A law, legally allowing children to work from as early as the age of ten, has been signed in Bolivia this week, making the Latin American country the first nation to legalize child labor. International organizations say it contravenes UN conventions.
The legislation was approved by the Congress earlier this month, with Bolivia's Vice President Alvaro Garcia Linera signing it into law on Thursday. The signature - which didn't come from President Evo Morales due to his absence from the country - officially lowers the age that children can legally work from 14 to 10.
Under the new legislation, children above the age of 10 will be allowed to become self-employed workers as long as they attend school and have permission from their parents. Those over 12 years old will be permitted to take on contract work, also on terms of parental consent and compulsory school attendance.
"The president gave us his support. He also worked as a boy, herding llamas," Rodrigo Medrano, head of the Union of Boy, Girl and Adolescent Workers, told AP. The president has also been quoted in the past saying that "eliminating work for boys and girls would be like eliminating people's social conscience."
Others say the new Bolivian law goes against international regulations - including those in Latin America - and contravenes a UN convention designating 14 as the minimum work age.
"The new law runs against the regional current,” commented Carmen Moreno, an International Labor Organization (ILO) official, saying that "Mexico has set 15 as the minimum age and Chile age 16".
Jo Becker, the children's rights advocacy director at New York-based Human Rights Watch, says “Bolivia's move is out of step with the rest of the world," adding that "child labor may be seen as a short-term solution to economic hardship, but is actually a cause of poverty."
Bolivian officials say there is no alternative to the move in a society where half the population is poor and a large percentage of the adolescent population has to work anyway.

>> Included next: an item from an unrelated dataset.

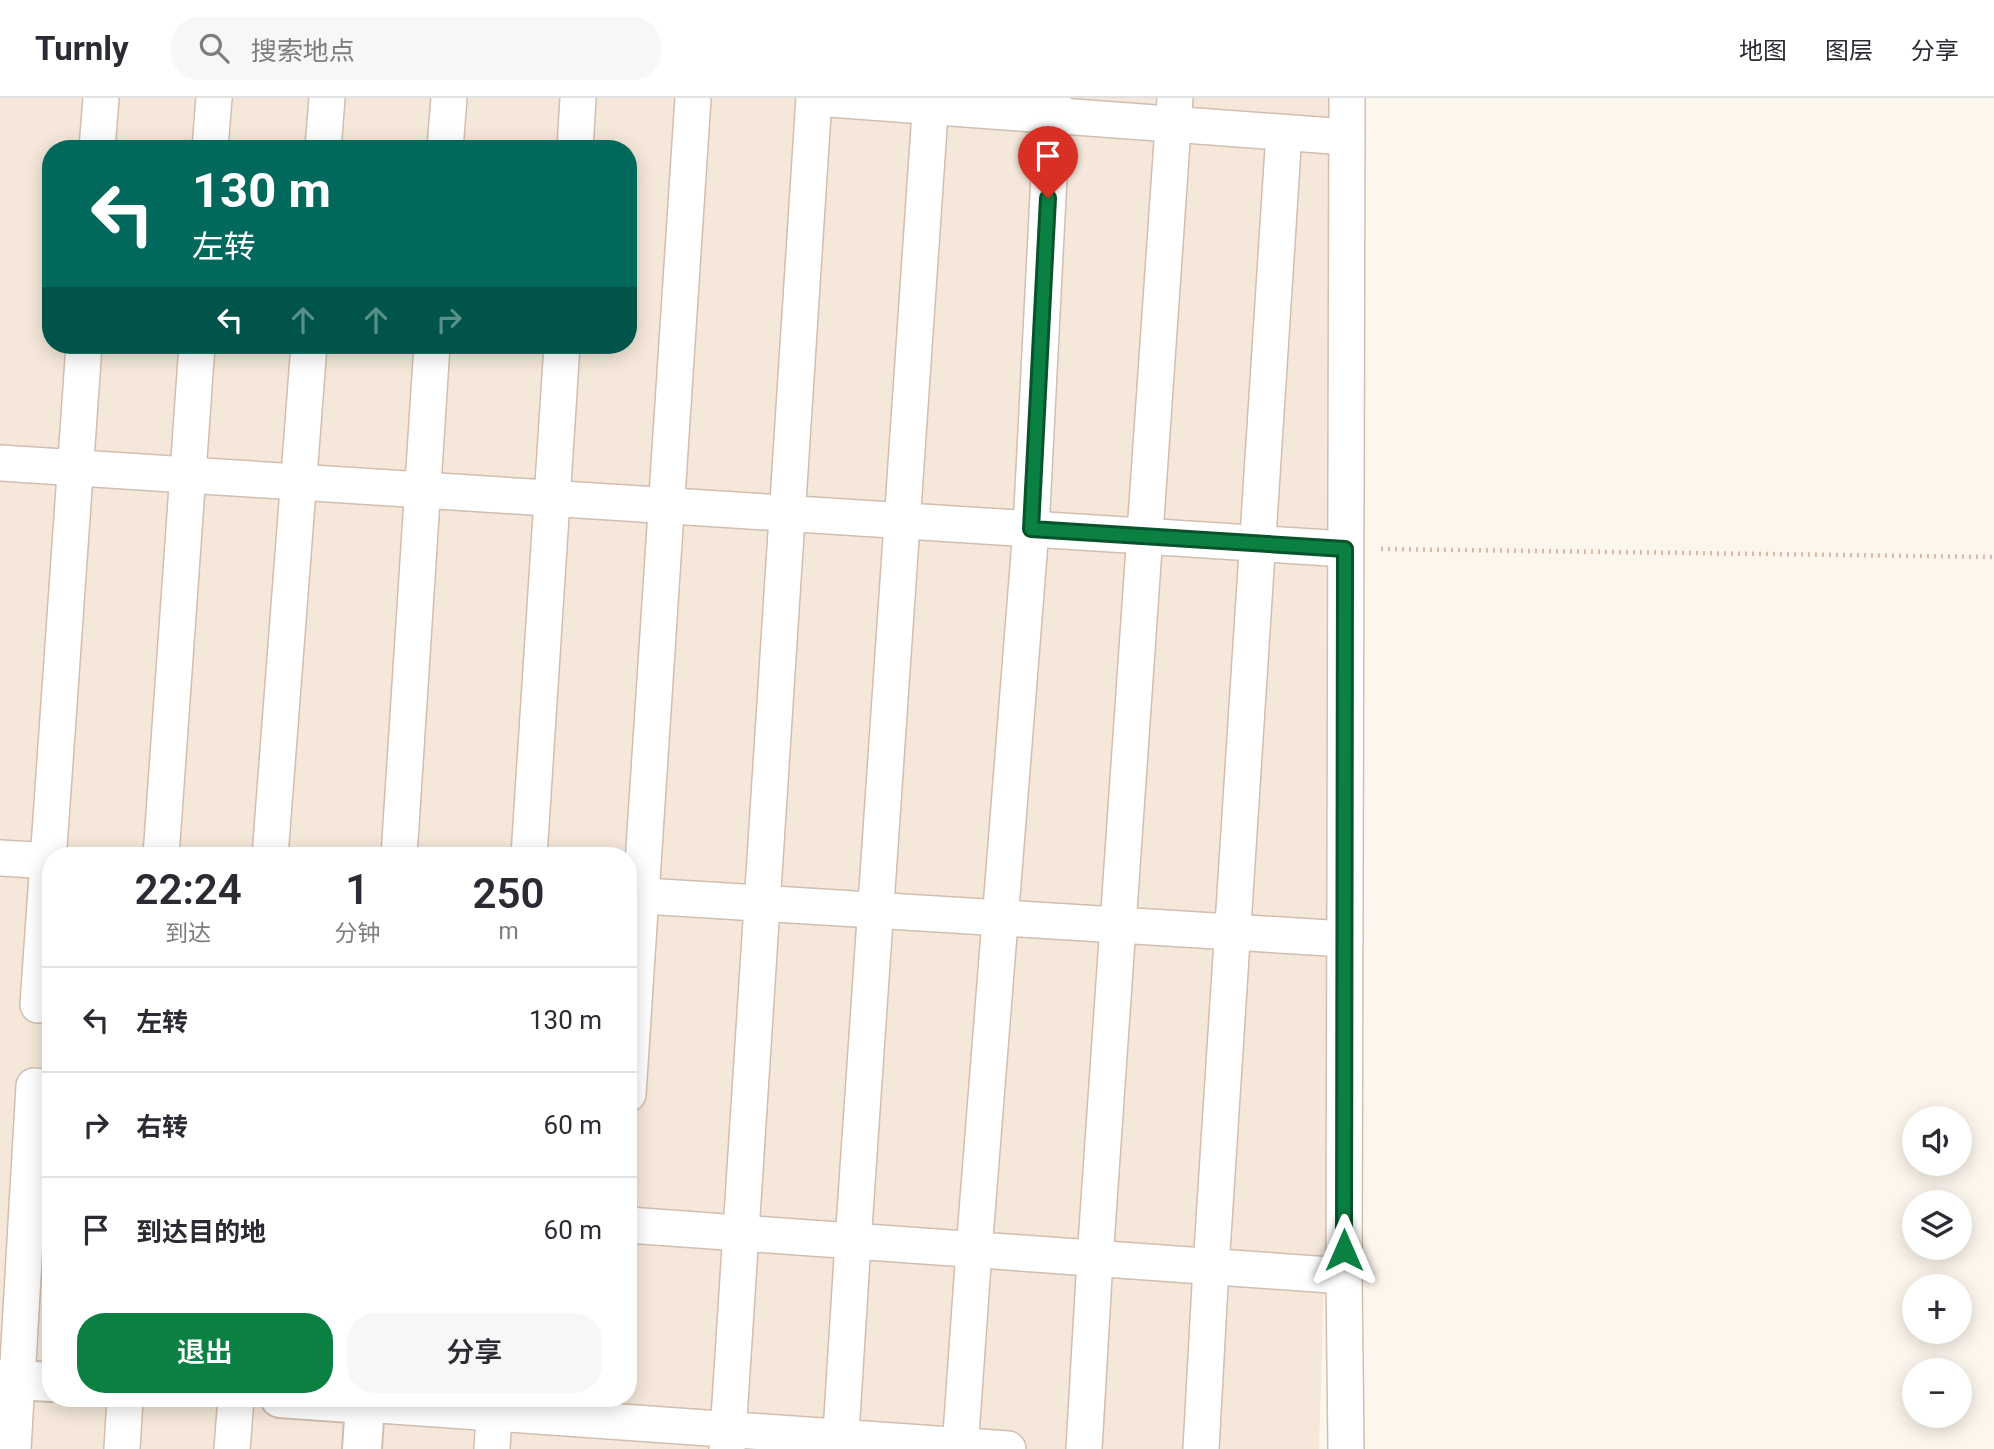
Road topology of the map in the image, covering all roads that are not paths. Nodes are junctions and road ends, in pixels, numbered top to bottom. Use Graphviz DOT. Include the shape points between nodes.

It is hoped that adding another wage to a family’s income could alleviate many families' financial burdens.
"Child labor already exists in Bolivia and it's difficult to fight it. Rather than persecute it, we want to protect the rights and guarantee the labor security of children," one of the bill's sponsors senator Adolfo Mendoza told AP.
Jo Becker argues that people who start work as children end up with less education and lower earnings as adults. It then becomes a catch-22, as such families will most likely have to send their own children to work early.
More than 500,000 children already work to supplement the family income in Bolivia, according to the United Nations Children's Fund (Unicef). A 2008 study done by the ILO and Bolivian government found that 850,000 children between the age of five and 17 were working in the country.
Nearly nine in ten were in the worst kinds of jobs, including sugar cane harvesting and underground mining.